Flights canceled, major roads blocked as Hong Kong protests escalate
Though half the flights arriving or leaving in Hong Kong have been canceled, the airport is still packed with people. The business class check-in line, usually empty or with only a few people on a regular day, was registering a 45-minute wait.
One passenger, Andrea Lo, was due to fly from Japan to Hong Kong -- but her flight has now been rescheduled for tomorrow evening.
"I received an alert at around 3 a.m. local time telling us about the rescheduling. I initially assumed the delay was for the same day since I’ve rarely seen flights delayed for more than 24 hours, so was a bit surprised upon double checking to see it’s delayed to tomorrow," Lo said.

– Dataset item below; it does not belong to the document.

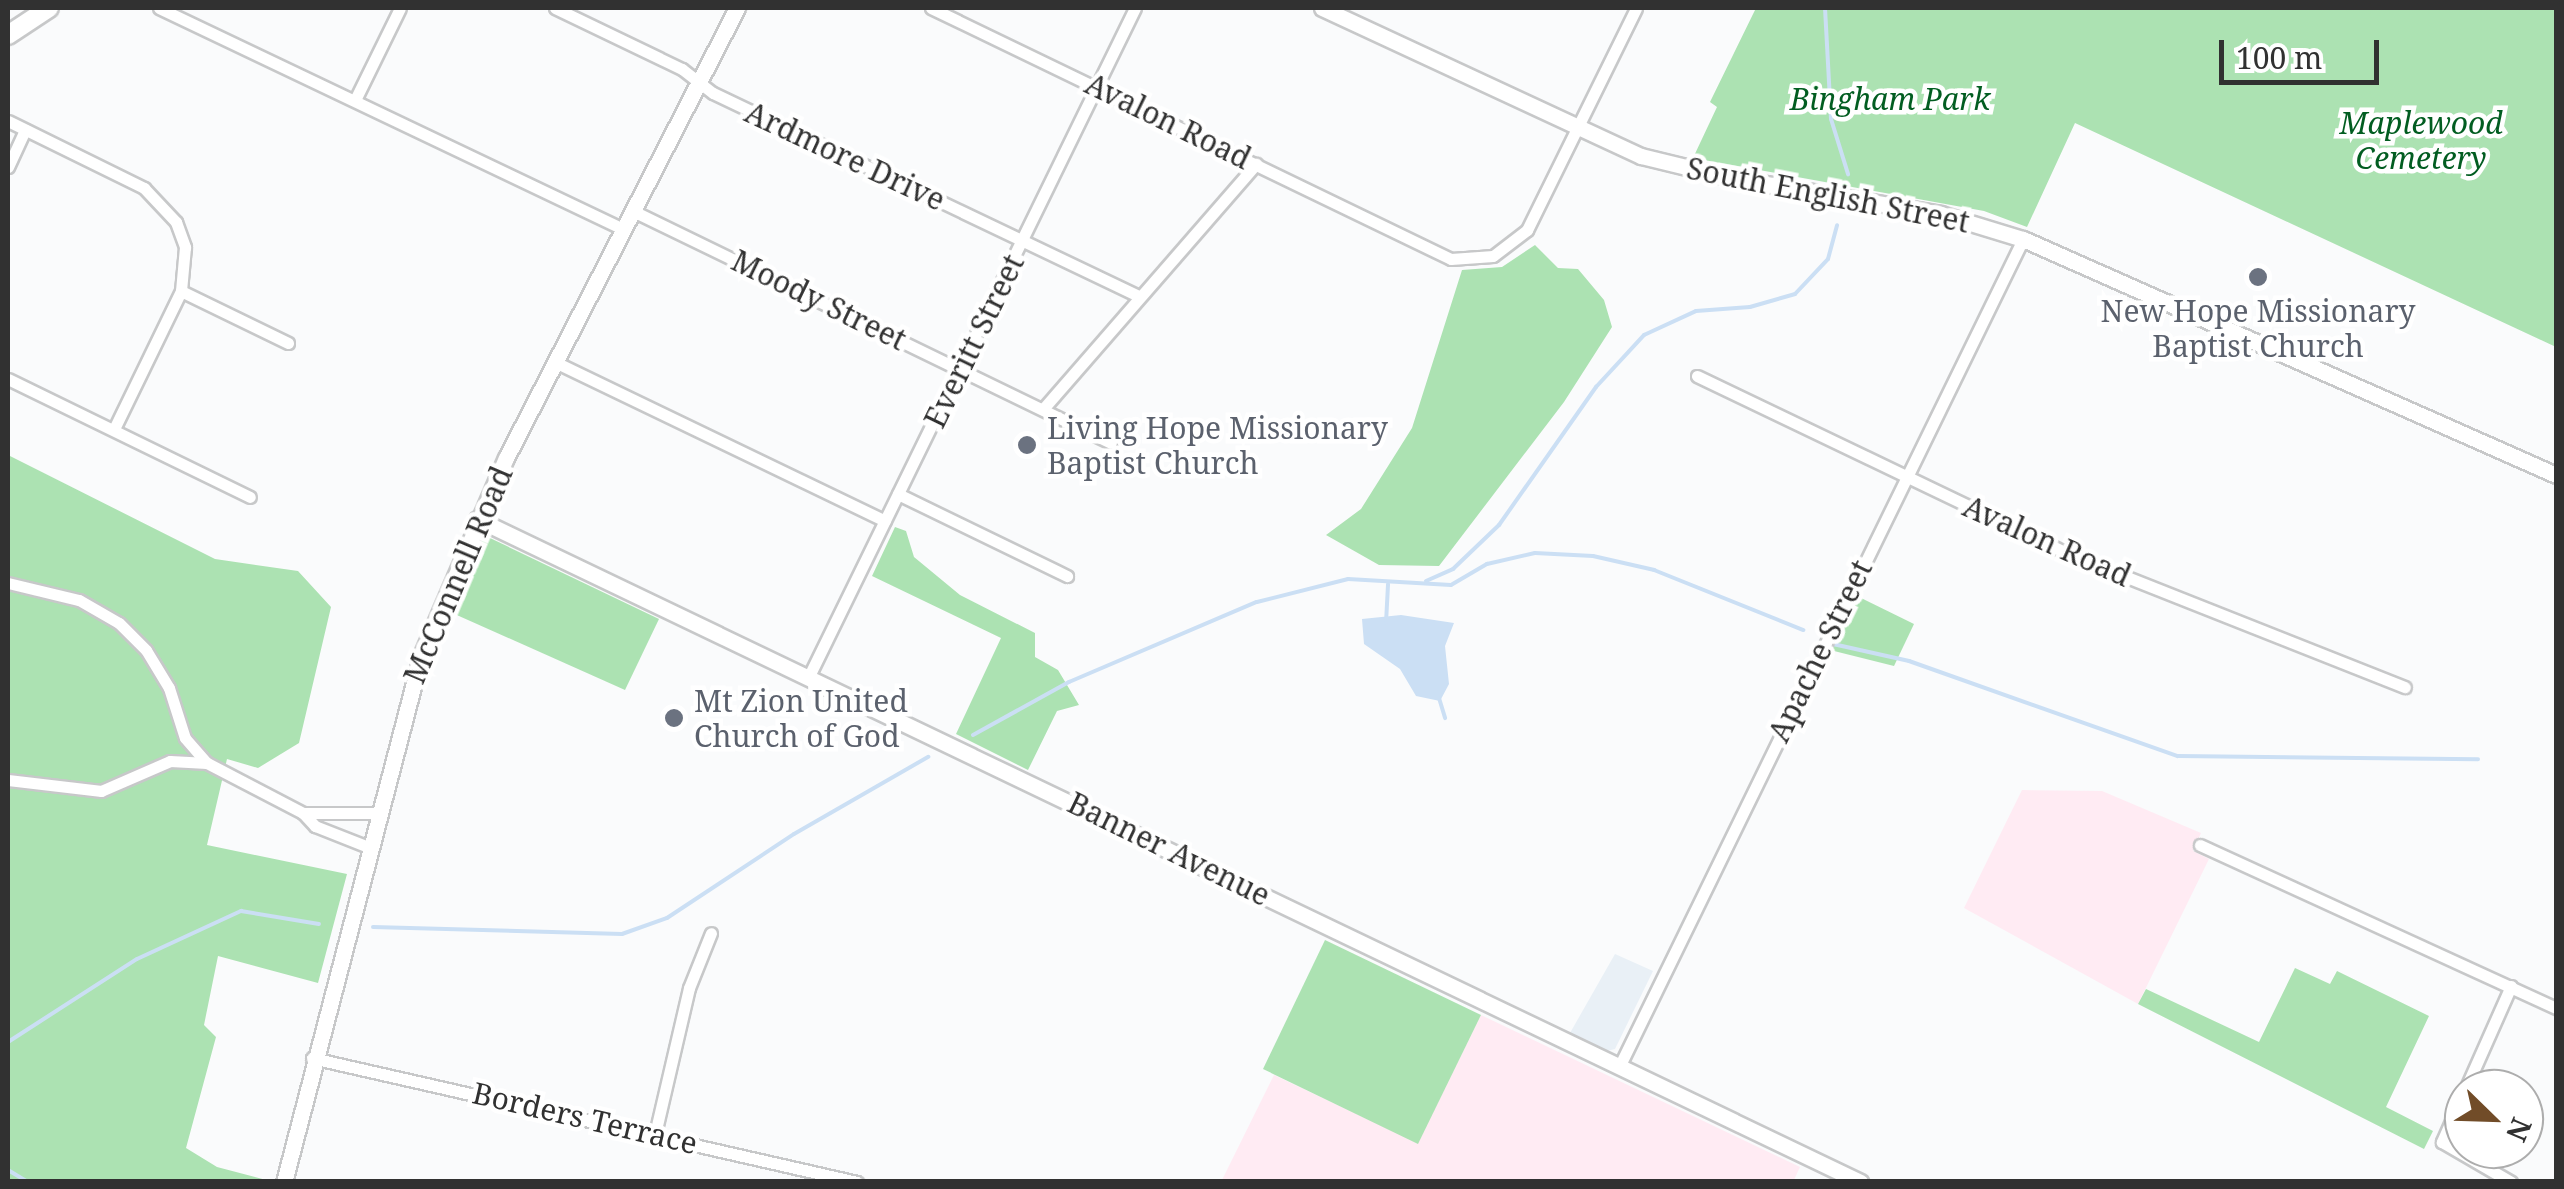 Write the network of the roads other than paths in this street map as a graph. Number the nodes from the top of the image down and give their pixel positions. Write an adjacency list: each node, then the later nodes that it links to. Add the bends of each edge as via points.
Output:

Matthew Cheung, the secretary for administration, addressed today's planned citywide strikes in a press conference.
"Strikes will bring no good to Hong Kong," he said, thanking workers who had left for work earlier today ahead of planned transit disruptions by protesters and calls for a citywide strike.
"We express strong regret that protesters are blocking MTR train doors. We urge employers to show compassion for employees who show up to work late."

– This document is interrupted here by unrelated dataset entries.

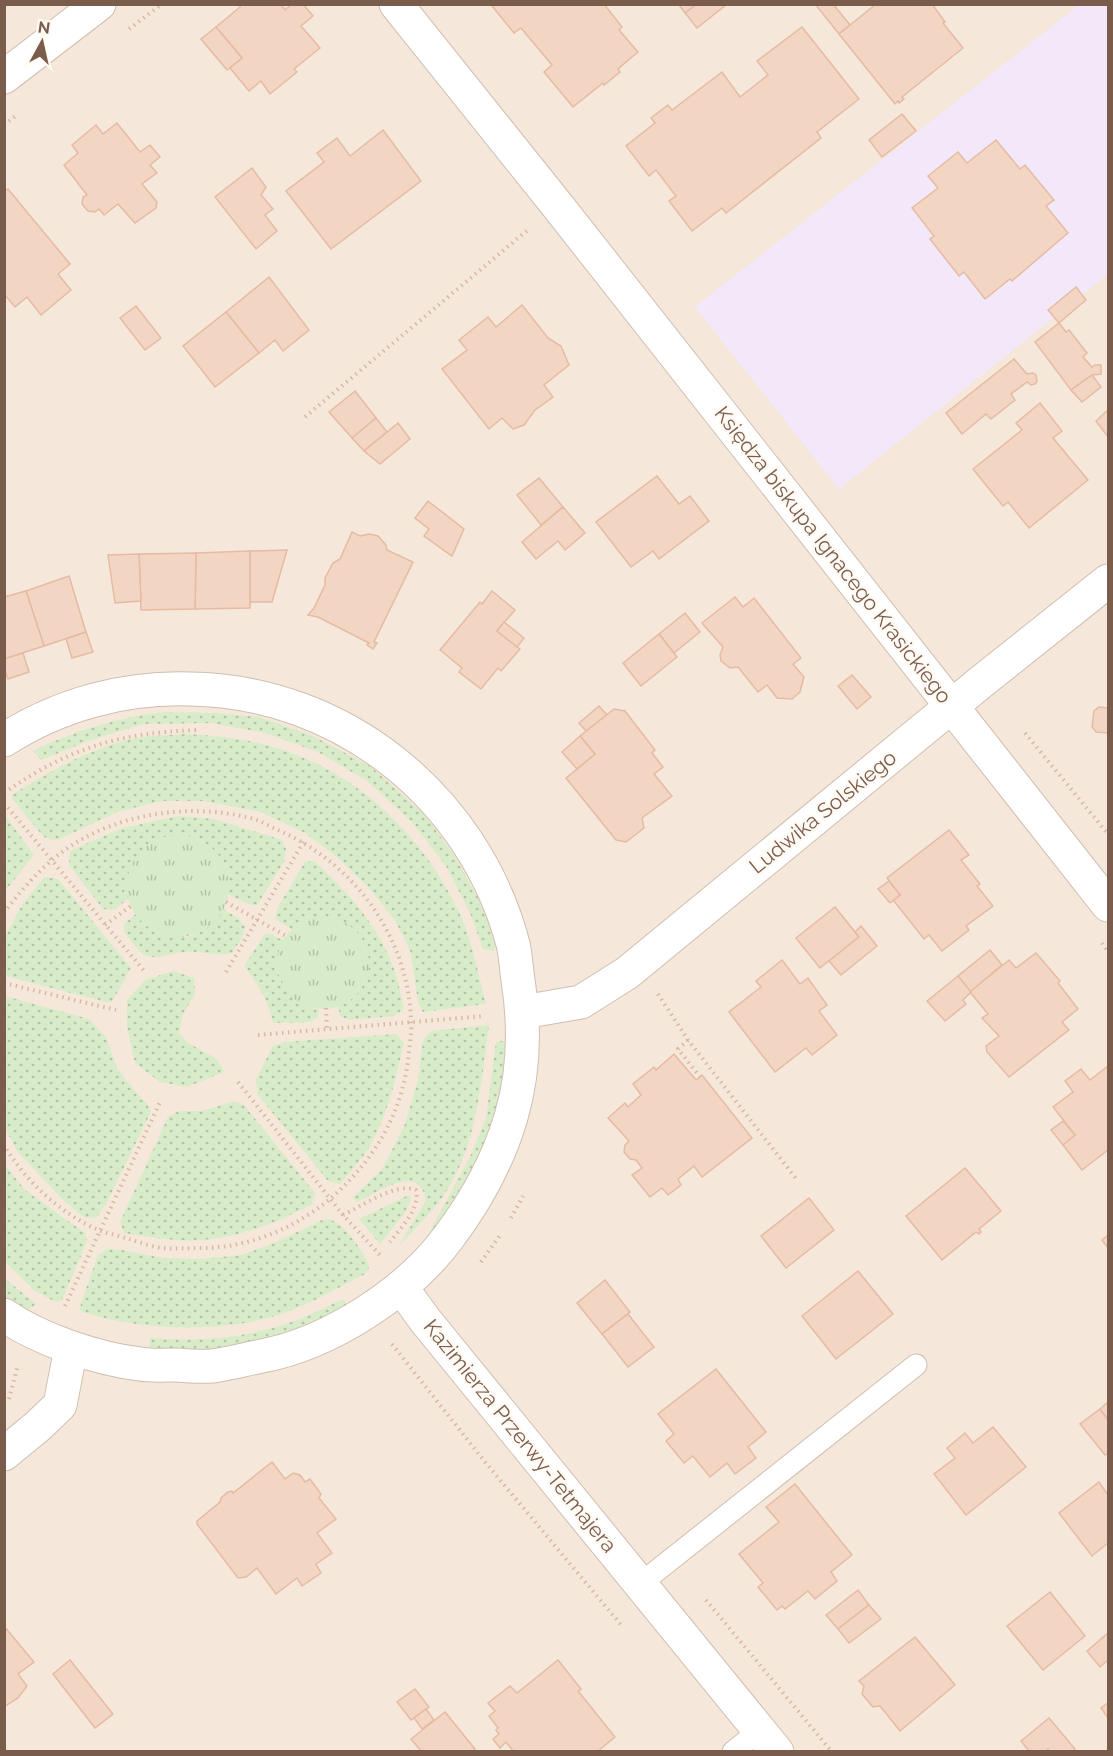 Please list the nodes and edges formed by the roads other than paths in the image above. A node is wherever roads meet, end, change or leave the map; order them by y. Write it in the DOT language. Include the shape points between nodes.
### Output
graph roads {
  1 [pos="99,4"];
  2 [pos="396,4"];
  3 [pos="4,77"];
  4 [pos="1108,581"];
  5 [pos="952,706"];
  6 [pos="4,740"];
  7 [pos="1108,905"];
  8 [pos="523,1012"];
  9 [pos="395,1276"];
  10 [pos="4,1315"];
  11 [pos="71,1348"];
  12 [pos="916,1365"];
  13 [pos="4,1454"];
  14 [pos="640,1584"];
  15 [pos="768,1741"];
  16 [pos="732,1752"];
  1 -- 3 [label="street"];
  2 -- 5 [label="street, Księdza biskupa Ignacego Krasickiego"];
  4 -- 5 [label="street, Ludwika Solskiego"];
  5 -- 7 [label="street, Księdza biskupa Ignacego Krasickiego"];
  5 -- 8 [label="street, Ludwika Solskiego" via="627,973 581,1002"];
  6 -- 8 [label="street" via="26,726 89,700 156,688 224,689 291,705 353,732 408,772 455,822 490,880 513,945"];
  8 -- 9 [label="street" via="521,1064 512,1115 494,1164 470,1210 438,1251"];
  9 -- 11 [label="street" via="343,1327 279,1353 210,1366 140,1364"];
  9 -- 14 [label="street, Kazimierza Przerwy-Tetmajera" via="425,1320"];
  10 -- 11 [label="street"];
  11 -- 13 [label="street" via="60,1405"];
  12 -- 14 [label="lane"];
  14 -- 15 [label="street, Kazimierza Przerwy-Tetmajera"];
  15 -- 16 [label="lane, Kazimierza Przerwy-Tetmajera"];
}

Cheung added that emergency and hospital services had not been impacted so far.
In an ongoing press conference, Hong Kong leader Carrie Lam condemned the violent protests that have rumbled on for months despite her suspending the controversial extradition bill that started them all.
"Such extensive disruptions in the name of certain demands, or uncooperative movement have seriously undermined Hong Kong's law and order, and are pushing our city -- the city we all love and many of us helped to build -- to the verge of a very dangerous situation," she said.

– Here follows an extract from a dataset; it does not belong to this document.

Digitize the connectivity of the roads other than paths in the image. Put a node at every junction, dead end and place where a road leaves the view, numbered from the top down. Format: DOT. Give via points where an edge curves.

"As a result of these widespread disruptions and violence, the great majority of Hong Kong people are in a state of great anxiety. Some of them do not know whether they could take some forms of public transport, while others right now are being blocked on the way to work. The government will be resolute in maintaining law and order in Hong Kong."
"We all love Hong Kong and have made different contributions to its stability and prosperity over the years," she added, calling for citizens to "set aside differences" and rally together.
Hong Kong leader Carrie Lam said that the mass protests that have rocked the city over the past nine weeks are impacting the city's economy.
"Our economy and livelihood have started to show signs of problems. Our society is becoming unsafe and unstable," she said.
Lam said the government had set up a cross-department working group to monitor strikes across the city on Monday.
"Some can choose to go on strike, but they should respect others’ rights to go to work," Lam said, noting that those most affected by the strikes are low-income groups.
Hong Kong's Hang Seng Index has fallen nearly 9% since a recent peak on July 2, a day after the annual July 1 protests that mark the anniversary of the city's handover from the United Kingdom to China in 1997.
Speaking in an ongoing press conference, Chief Executive Carrie Lam said calls for revolution "far exceeded" the protesters' original demands, and insisted Hong Kong was already free.
"Hong Kong is a free society -- freedom is our core value. Some violent protesters used violence to express their views. Some extreme violent protesters have changed the nature of the protest, including defacing the anthem and throwing flags into the river," Lam said.
"They called for revolution and to liberate Hong Kong. These have far exceeded the original demands."
She added that protester actions would "undermine Hong Kong’s stability."
Hong Kong Chief Executive Carrie Lam has just started speaking, addressing the media as protests and strikes begin across the city.
"Hong Kong has always been one of the safest cities in the world. Here we can express our views freely," she said.
"The violent protest actions have pushed Hong Kong to a very dangerous situation. The violence and destructive acts have escalated, including blocking the tunnel, MTR and surrounding police stations. Some extreme violent protesters even threw bricks, threw petrol bombs and made bombs."
All eyes will be on Hong Kong leader Carrie Lam Monday morning.
Lam, who is due to appear at 10 a.m. local time, has come under significant criticism both for the way she's handled the city's evolving protests and for her perceived lack of communication with the public.
She's only spoken publicly a handful of times -- despite protests taking place for nine weekends in a row.
The protest movement began in opposition to a controversial bill that would have allowed extradition to China. Lam was a major proponent of the measure, but after hundreds of thousands of people took to the street in opposition to the bill, she admitted that she had not understood the depth of public opposition. She then apologized and shelved the proposed law.
Many protesters were angry that Lam did not fully withdraw the bill. Demonstrators who have taken to the streets in recent days have been calling for Lam to step down and for the full withdrawal of the bill.